Carolyn: Oh boy, yes.  I remember reading in Lewis Hyde's book about how interest and usury used to be considered sins, abominations... money growing out of money.  Which was thought to be unnatural and monstrous, like cancer.

Andrew: Yup. If you look at our economic system today, it's just all wrong. The underlying conceit is unlimited growth, and that's plain crazy. I recently read Clinton's latest book, Back to Work, and it was just "jobs, jobs, jobs." And the crazy thing is, he's right -- we could have more jobs, and we could have more growth. But we're at this brilliant juncture in history where we actually have the opportunity to ask, Is that really what we want? Like, let's say the GDP starts growing 10% a year. Is that really going to make me happier, personally? Because I'll be able to buy more stuff? What would actually make me happier is if I could work 10% less and have 10% more amazing conversations with my friends, or 10% more sex. Or 20%. Or 30%, you know? In the modern age we seem to be collectively confused about what actually makes life worth living.

Carolyn: I hear you. I notice that the more I let go of my concerns about security and practice generosity, I seem to center myself in the present and become available for better relationships, which surprised me when I first noticed it. Have you found an unexpected spiritual or emotional (or otherwise) benefits to your practice of giving?
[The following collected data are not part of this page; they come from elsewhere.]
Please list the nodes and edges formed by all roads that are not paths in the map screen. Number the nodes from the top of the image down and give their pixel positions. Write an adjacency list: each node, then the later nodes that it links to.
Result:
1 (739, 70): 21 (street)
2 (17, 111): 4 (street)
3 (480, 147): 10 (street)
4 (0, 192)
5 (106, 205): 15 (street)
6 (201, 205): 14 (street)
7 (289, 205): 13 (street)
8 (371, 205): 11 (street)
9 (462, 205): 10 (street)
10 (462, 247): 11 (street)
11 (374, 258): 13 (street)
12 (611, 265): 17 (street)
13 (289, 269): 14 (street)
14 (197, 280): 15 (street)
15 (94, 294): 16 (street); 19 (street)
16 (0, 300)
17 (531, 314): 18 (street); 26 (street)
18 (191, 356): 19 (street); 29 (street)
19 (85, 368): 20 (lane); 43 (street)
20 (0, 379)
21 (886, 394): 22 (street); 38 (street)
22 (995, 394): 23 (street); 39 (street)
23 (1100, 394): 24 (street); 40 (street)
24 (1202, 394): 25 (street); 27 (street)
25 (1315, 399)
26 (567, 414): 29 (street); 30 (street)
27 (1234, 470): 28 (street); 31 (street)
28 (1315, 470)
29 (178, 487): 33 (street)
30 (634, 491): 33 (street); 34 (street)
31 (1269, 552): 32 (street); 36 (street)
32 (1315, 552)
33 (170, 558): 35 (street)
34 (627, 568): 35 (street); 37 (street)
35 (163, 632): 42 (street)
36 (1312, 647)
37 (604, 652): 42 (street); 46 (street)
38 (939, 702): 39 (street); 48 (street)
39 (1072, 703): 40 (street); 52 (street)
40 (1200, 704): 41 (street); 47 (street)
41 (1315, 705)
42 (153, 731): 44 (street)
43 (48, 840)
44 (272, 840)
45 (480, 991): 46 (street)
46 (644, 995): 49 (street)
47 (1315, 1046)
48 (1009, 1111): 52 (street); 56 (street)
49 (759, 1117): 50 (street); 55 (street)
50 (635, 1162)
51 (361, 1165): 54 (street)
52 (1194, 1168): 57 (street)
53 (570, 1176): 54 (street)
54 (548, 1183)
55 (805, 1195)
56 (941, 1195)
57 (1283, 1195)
Andrew: I would say it's calming. And it generally gives a big rush of energy when you let go of a substantial amount of money, and send it on to somewhere it can do more. I really think money has a spirit, in a sense, like it wants to be used and spent and put to a good use. And that's certainly not happening if it's sitting in my bank account.
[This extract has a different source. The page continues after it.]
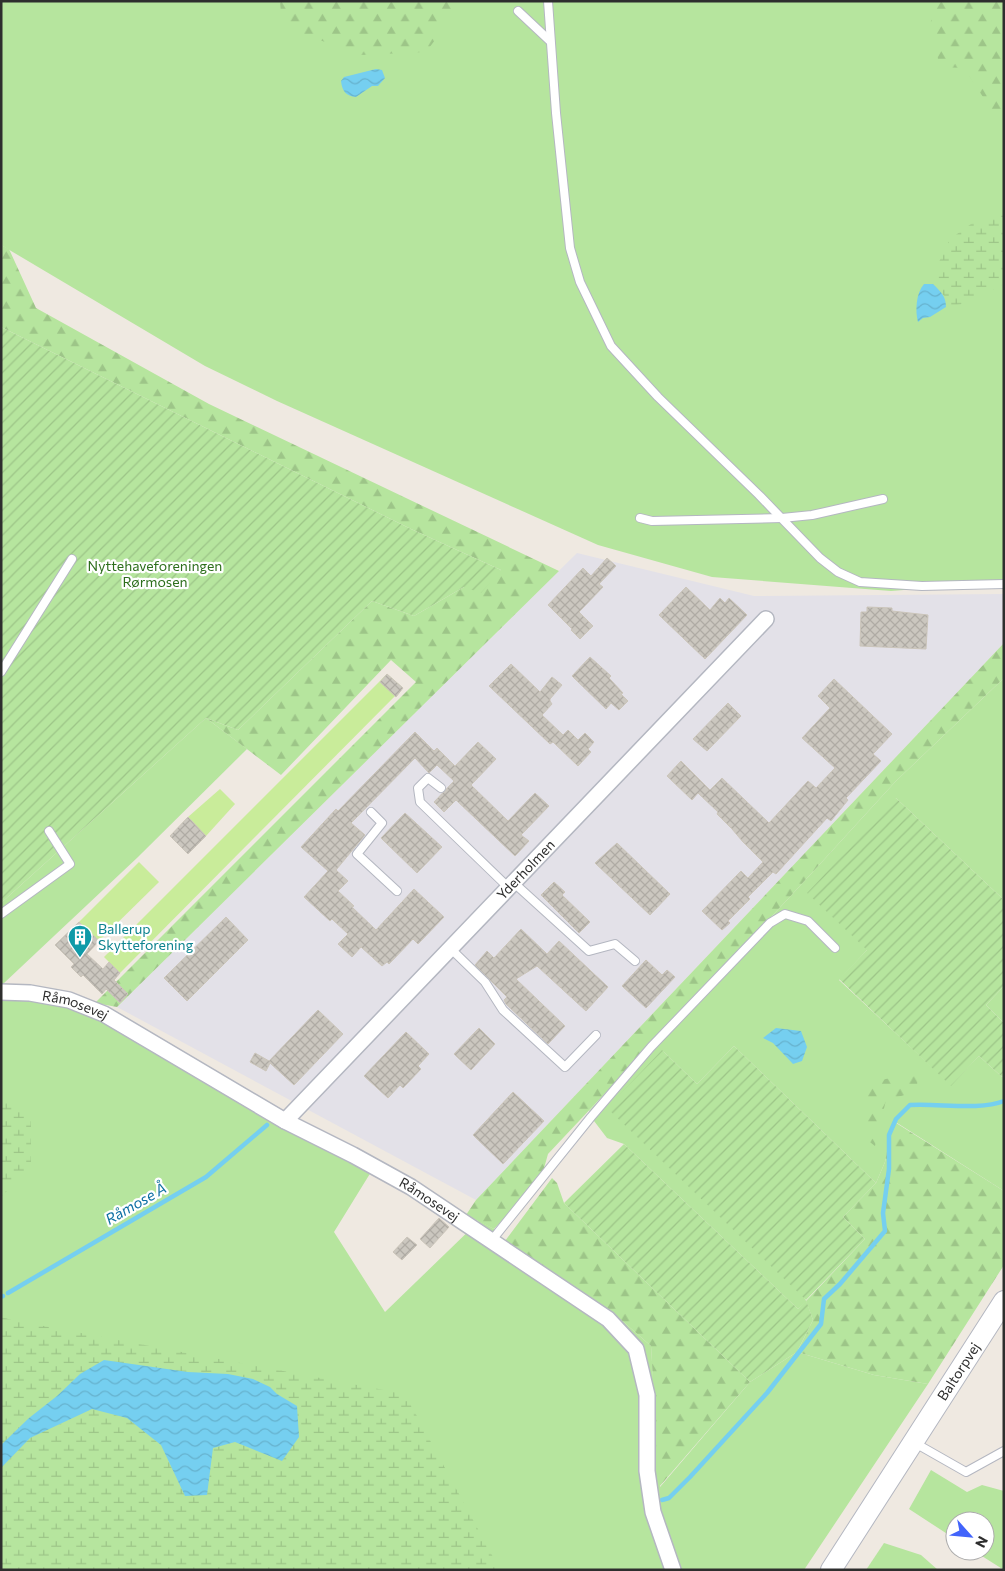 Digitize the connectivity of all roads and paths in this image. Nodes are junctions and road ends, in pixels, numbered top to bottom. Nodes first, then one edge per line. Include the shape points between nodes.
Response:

Carolyn: That's a beautiful truth, about money having a spirit and wanting to move. I can see how keeping it in a bank account is a bit like caging an animal that wants to roam.

Andrew: For sure. If you think of money as energy, then we have these massive pools of energy just sitting around in the banks and the corporations right now, going nowhere. And at the same time, there are huge challenges facing humanity right now, like our climate, and we're doing virtually nothing. Even though we have the resources! It's a form of madness that I believe we're slowly recovering from.

Carolyn: I agree-- it looks like more and more people, both within and without those institutions are realizing the madness and wanting to put a stop to it.